# Exercise data
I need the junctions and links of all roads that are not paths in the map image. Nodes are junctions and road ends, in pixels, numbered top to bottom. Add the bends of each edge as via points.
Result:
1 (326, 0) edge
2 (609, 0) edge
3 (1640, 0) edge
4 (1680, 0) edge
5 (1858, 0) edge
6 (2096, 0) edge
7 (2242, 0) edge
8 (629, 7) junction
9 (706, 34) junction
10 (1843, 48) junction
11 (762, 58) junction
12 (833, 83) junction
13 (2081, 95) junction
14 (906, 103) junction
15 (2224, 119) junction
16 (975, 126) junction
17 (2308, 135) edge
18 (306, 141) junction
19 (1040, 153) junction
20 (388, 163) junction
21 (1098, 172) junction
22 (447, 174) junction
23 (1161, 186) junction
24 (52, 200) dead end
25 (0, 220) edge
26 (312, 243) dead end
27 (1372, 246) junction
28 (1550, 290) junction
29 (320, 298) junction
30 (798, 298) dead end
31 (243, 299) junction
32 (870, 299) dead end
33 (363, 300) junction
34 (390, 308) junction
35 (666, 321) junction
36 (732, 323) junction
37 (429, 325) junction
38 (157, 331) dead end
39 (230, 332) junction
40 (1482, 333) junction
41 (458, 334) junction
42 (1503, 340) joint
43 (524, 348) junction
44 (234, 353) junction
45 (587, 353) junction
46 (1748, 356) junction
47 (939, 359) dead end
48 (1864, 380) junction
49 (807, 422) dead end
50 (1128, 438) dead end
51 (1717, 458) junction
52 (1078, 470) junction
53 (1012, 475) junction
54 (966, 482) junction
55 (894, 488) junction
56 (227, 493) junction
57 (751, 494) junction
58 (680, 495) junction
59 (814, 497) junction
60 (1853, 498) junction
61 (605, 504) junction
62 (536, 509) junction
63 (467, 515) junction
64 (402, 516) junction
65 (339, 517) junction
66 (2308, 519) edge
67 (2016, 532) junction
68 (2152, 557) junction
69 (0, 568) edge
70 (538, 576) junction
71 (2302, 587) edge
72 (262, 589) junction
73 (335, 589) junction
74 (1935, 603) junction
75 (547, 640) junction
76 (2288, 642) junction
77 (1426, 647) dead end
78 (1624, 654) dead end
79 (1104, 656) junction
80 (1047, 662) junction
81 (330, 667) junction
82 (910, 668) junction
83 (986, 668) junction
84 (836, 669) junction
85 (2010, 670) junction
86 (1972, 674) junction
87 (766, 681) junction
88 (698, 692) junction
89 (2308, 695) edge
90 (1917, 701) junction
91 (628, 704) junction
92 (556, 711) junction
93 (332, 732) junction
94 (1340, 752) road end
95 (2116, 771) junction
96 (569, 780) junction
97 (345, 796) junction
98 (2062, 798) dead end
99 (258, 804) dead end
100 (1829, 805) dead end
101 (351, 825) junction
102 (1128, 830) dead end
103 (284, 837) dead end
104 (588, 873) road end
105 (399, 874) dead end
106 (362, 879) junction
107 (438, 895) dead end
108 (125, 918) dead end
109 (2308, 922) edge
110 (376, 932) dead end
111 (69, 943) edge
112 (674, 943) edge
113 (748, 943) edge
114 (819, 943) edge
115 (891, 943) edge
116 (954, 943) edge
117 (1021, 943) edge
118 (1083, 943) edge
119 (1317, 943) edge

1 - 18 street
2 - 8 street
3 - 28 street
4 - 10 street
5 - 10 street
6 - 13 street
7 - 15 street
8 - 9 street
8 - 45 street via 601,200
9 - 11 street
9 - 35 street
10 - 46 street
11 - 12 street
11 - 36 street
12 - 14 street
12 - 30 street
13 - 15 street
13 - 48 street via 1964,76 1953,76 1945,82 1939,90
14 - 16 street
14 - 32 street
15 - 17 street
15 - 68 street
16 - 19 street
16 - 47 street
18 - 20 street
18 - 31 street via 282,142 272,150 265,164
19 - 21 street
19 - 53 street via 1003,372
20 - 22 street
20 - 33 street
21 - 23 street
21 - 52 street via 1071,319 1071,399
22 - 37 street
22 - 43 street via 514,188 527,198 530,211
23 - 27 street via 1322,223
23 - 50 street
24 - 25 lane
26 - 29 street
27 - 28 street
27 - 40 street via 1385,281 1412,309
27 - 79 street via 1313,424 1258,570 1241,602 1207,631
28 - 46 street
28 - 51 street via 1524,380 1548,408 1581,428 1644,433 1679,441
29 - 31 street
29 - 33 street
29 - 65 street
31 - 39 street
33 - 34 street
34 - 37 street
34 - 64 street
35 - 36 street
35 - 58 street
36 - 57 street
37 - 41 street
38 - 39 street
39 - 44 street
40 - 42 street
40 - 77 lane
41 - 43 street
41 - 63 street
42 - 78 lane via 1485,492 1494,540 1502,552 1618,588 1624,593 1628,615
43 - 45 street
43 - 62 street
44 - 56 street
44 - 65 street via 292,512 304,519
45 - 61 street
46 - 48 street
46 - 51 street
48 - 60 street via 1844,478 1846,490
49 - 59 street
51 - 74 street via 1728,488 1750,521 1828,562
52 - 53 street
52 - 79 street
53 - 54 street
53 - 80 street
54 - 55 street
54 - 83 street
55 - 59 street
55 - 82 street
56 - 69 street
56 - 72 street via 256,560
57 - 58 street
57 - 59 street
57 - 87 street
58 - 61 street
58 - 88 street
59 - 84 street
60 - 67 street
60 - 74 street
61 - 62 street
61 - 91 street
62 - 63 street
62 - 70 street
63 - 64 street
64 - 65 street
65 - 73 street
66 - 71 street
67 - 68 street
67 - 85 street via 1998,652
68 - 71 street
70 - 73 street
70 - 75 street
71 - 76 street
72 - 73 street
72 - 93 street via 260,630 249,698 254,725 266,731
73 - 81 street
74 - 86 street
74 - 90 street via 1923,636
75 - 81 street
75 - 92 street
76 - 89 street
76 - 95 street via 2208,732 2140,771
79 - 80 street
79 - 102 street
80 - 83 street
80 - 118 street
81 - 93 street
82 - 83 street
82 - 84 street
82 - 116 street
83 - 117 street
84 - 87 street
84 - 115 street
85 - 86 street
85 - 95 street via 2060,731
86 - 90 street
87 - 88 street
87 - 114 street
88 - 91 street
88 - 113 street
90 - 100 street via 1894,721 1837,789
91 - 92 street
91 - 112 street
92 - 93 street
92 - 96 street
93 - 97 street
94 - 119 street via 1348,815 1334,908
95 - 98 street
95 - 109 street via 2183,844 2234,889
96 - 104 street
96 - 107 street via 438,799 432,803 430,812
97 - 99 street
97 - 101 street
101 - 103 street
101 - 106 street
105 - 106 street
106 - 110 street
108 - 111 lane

# Exercise goal
Across the records above, count each line that holds the word "lane" and give only the resulting number.

# Written answer
4